POSIXとは、「Portable Operating System Interface for UNIX」の略です。
POSIXは、IEEEによって定められた、「UNIX系OSが備えるべき」とされる仕様の標準規格のことです。簡単に言うと、「あるOSがUNIX互換を名乗るために、そのOSが満たす標準規格」がPOSIXです。

前回までの豆知識で、FreeBSDとLinuxという、まったく異なるUNIX系OSが提供されていることを紹介しました。ほかにも、内部構造がまったく異なるUNIXライク(UNIXに似たOS)はいくつか存在しています。それぞれのOSは本質的にはまったく異なるものですから、下手をすると互換性が失われてしまい、「このアプリケーションはこのOSでは動作しない」といった事態が起きてしまいます。そこで、UNIXライクなOS間での互換性を保つために定義されたのが「POSIX」です。POSIXは、ANSI(アメリカ規格協会)やISOで標準規格として採用されています。

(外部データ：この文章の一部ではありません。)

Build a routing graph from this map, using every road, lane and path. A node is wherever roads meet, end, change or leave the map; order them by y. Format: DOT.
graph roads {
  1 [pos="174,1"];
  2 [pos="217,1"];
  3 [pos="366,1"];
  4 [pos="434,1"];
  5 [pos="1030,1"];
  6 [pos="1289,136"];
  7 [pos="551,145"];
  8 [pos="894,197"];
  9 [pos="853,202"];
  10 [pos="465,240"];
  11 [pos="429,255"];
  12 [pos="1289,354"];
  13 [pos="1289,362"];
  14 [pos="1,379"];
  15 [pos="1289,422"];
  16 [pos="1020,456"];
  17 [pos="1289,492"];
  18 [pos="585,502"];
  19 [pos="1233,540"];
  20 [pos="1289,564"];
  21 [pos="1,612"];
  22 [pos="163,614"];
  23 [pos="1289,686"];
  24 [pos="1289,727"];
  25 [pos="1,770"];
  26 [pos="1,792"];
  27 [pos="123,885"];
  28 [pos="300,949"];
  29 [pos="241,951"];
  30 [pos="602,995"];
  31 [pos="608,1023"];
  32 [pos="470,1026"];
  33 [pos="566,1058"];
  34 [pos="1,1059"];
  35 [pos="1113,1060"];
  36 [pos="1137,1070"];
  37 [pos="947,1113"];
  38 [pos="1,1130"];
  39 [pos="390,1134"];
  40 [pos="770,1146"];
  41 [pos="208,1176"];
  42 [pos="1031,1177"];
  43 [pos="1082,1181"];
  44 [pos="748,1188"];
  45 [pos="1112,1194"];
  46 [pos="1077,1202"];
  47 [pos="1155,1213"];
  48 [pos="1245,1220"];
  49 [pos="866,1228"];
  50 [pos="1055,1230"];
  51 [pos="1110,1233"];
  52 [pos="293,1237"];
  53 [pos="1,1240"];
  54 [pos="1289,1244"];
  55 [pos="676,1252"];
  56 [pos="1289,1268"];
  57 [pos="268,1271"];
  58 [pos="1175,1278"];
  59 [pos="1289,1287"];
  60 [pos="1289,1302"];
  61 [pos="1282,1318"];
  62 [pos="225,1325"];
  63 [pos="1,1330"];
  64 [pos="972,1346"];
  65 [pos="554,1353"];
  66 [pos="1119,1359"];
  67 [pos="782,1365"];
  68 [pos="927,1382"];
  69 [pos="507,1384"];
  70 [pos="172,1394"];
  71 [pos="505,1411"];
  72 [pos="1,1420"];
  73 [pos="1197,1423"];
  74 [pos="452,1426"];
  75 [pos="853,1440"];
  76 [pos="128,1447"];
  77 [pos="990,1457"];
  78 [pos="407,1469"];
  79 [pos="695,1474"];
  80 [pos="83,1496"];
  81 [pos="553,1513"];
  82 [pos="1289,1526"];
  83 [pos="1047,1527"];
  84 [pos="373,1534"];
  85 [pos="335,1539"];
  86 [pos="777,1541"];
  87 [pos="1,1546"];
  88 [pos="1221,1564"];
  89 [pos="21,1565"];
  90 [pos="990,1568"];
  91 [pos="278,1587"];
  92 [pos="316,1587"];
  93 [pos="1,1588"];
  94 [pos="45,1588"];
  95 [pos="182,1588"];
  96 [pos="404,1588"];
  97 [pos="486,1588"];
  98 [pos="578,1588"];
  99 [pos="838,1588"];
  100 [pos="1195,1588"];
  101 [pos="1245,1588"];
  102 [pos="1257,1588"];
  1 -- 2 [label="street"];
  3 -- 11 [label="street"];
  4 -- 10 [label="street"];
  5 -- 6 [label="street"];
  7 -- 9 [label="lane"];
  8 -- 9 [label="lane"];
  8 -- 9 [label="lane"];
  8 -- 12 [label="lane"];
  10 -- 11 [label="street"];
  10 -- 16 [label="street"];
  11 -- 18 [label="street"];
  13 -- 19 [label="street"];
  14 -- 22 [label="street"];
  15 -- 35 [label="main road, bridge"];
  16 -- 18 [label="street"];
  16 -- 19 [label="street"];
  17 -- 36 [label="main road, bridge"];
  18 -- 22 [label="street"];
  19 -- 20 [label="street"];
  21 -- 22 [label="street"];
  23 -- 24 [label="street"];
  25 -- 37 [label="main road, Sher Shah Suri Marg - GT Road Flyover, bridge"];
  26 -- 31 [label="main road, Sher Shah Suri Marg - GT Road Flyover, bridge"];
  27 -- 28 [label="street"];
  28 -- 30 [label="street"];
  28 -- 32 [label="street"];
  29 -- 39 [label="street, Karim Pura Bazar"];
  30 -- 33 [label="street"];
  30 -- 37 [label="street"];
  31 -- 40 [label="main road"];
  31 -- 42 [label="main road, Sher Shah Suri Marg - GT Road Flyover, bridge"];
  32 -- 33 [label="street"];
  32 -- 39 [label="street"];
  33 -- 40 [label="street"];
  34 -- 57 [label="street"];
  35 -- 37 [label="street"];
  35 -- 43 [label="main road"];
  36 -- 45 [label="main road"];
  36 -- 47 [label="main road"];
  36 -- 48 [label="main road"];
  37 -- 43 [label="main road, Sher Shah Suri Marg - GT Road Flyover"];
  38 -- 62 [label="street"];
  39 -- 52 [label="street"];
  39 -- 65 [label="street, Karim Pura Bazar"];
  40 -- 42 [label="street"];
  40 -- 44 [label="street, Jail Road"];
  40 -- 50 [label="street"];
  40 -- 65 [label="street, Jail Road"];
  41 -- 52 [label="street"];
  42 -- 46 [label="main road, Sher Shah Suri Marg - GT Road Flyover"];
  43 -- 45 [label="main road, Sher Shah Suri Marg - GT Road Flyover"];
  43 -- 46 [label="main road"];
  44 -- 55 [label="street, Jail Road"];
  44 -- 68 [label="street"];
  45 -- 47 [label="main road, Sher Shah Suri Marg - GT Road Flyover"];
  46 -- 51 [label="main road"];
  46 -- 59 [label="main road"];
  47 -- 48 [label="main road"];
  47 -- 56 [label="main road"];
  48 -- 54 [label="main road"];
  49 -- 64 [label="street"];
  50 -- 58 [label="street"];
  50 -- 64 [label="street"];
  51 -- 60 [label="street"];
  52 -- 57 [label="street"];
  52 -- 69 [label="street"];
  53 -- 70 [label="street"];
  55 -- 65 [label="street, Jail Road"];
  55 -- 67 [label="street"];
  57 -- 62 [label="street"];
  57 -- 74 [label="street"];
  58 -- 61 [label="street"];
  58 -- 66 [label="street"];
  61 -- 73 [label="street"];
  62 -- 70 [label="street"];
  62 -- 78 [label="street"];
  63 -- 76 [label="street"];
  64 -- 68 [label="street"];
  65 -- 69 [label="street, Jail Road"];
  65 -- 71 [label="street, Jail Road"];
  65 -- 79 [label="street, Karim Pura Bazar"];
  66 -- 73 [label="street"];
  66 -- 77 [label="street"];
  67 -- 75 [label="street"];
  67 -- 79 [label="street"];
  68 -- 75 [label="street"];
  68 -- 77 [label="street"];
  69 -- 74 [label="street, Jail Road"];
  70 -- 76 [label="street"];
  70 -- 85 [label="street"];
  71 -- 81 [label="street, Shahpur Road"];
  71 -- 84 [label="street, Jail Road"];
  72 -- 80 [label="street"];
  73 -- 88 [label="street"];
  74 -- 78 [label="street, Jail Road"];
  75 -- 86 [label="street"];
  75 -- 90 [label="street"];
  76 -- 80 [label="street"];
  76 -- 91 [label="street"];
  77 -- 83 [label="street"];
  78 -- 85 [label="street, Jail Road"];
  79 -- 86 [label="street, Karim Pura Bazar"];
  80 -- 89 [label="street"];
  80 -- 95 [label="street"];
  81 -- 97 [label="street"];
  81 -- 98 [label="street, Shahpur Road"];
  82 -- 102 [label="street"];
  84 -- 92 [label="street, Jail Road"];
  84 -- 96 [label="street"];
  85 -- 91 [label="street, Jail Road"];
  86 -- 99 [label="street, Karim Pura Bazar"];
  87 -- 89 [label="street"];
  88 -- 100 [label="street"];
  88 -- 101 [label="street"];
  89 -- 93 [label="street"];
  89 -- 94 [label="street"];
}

さて、このPOSIXですが、今回ニュースコメントで取り上げた「LSB」が、POSIXと整合するように作られています。そして、実は正式にPOSIXの認定を受けたLinuxディストリビューションはそれほど多くありません。多くのLinuxディストリビューションは、LSBを標準とすることで標準化を図っています。

色々とややこしい関係ですが、「POSIX」や「LSB」については「標準」となるべきものなだけに、知っておきたいところです。